- [Data supplied]:
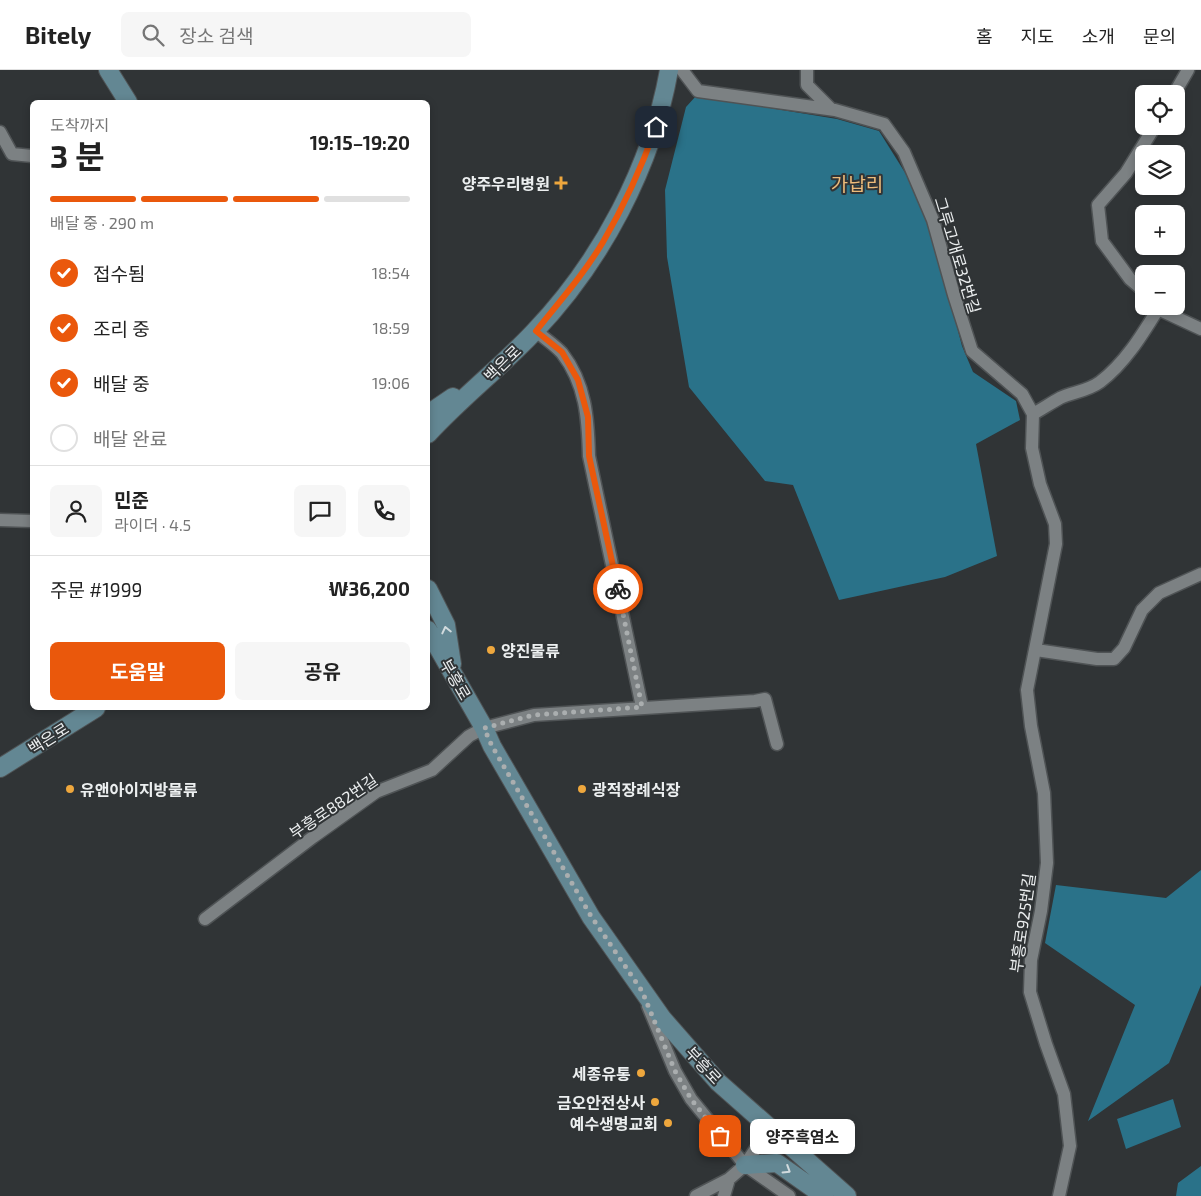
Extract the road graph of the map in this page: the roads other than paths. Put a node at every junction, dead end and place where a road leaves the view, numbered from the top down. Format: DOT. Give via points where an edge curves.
graph roads {
  1 [pos="108,70"];
  2 [pos="669,70"];
  3 [pos="682,70"];
  4 [pos="807,70"];
  5 [pos="1188,70"];
  6 [pos="1179,85"];
  7 [pos="125,100"];
  8 [pos="831,110"];
  9 [pos="0,132"];
  10 [pos="1149,135"];
  11 [pos="6,154"];
  12 [pos="30,156"];
  13 [pos="1135,283"];
  14 [pos="1153,315"];
  15 [pos="1171,315"];
  16 [pos="1201,330"];
  17 [pos="536,331"];
  18 [pos="505,362"];
  19 [pos="430,413"];
  20 [pos="1033,414"];
  21 [pos="430,432"];
  22 [pos="0,520"];
  23 [pos="30,521"];
  24 [pos="1201,574"];
  25 [pos="430,593"];
  26 [pos="430,634"];
  27 [pos="1036,650"];
  28 [pos="453,674"];
  29 [pos="642,707"];
  30 [pos="93,710"];
  31 [pos="484,728"];
  32 [pos="777,744"];
  33 [pos="0,768"];
  34 [pos="205,919"];
  35 [pos="642,991"];
  36 [pos="770,1127"];
  37 [pos="745,1166"];
  38 [pos="729,1180"];
  39 [pos="696,1196"];
  40 [pos="724,1196"];
  41 [pos="789,1196"];
  42 [pos="824,1196"];
  43 [pos="847,1196"];
  44 [pos="1059,1196"];
  1 -- 7 [label="main road"];
  2 -- 17 [label="main road, 백은로" via="660,114 628,194 593,257"];
  3 -- 8 [label="street, 그루고개로32번길" via="698,91"];
  4 -- 8 [label="street" via="807,86"];
  5 -- 6 [label="street"];
  8 -- 20 [label="street, 그루고개로32번길" via="884,124 904,152 933,220 972,351 1022,394"];
  9 -- 11 [label="street"];
  10 -- 13 [label="street" via="1126,173 1098,205 1102,241"];
  11 -- 12 [label="street"];
  14 -- 20 [label="street" via="1126,356 1099,383 1061,398"];
  15 -- 16 [label="street"];
  17 -- 18 [label="main road, 백은로"];
  17 -- 29 [label="street" via="562,352 578,380 588,417 589,456"];
  18 -- 19 [label="main road"];
  18 -- 21 [label="main road, 백은로"];
  20 -- 27 [label="street, 부흥로925번길" via="1032,448 1040,484 1055,524 1056,544"];
  22 -- 23 [label="street"];
  24 -- 27 [label="street" via="1159,593 1142,610 1124,648 1114,658"];
  28 -- 25 [label="main road, one-way" via="446,625"];
  26 -- 28 [label="main road, 부흥로"];
  27 -- 44 [label="street, 부흥로925번길" via="1028,690 1031,726 1044,793 1048,863 1031,960 1030,992 1064,1094 1070,1146"];
  28 -- 31 [label="main road, 부흥로"];
  29 -- 31 [label="street" via="534,715"];
  29 -- 32 [label="street" via="765,699"];
  30 -- 33 [label="main road, 백은로"];
  31 -- 34 [label="street, 부흥로882번길" via="469,736 432,770 376,792"];
  31 -- 35 [label="main road, 부흥로" via="591,916"];
  35 -- 36 [label="main road, 부흥로" via="718,1082"];
  35 -- 37 [label="street" via="675,1071 691,1099"];
  36 -- 37 [label="street"];
  36 -- 43 [label="main road, 부흥로"];
  37 -- 38 [label="street"];
  37 -- 41 [label="street"];
  37 -- 42 [label="main road, one-way" via="777,1163"];
  38 -- 39 [label="street"];
  38 -- 40 [label="street"];
}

- [Prompt]: Every line above with the word "graph" belongs in the answer, copied as written.

- [Response for this exercise]:
Extract the road graph of the map in this page: the roads other than paths. Put a node at every junction, dead end and place where a road leaves the view, numbered from the top down. Format: DOT. Give via points where an edge curves.
graph roads {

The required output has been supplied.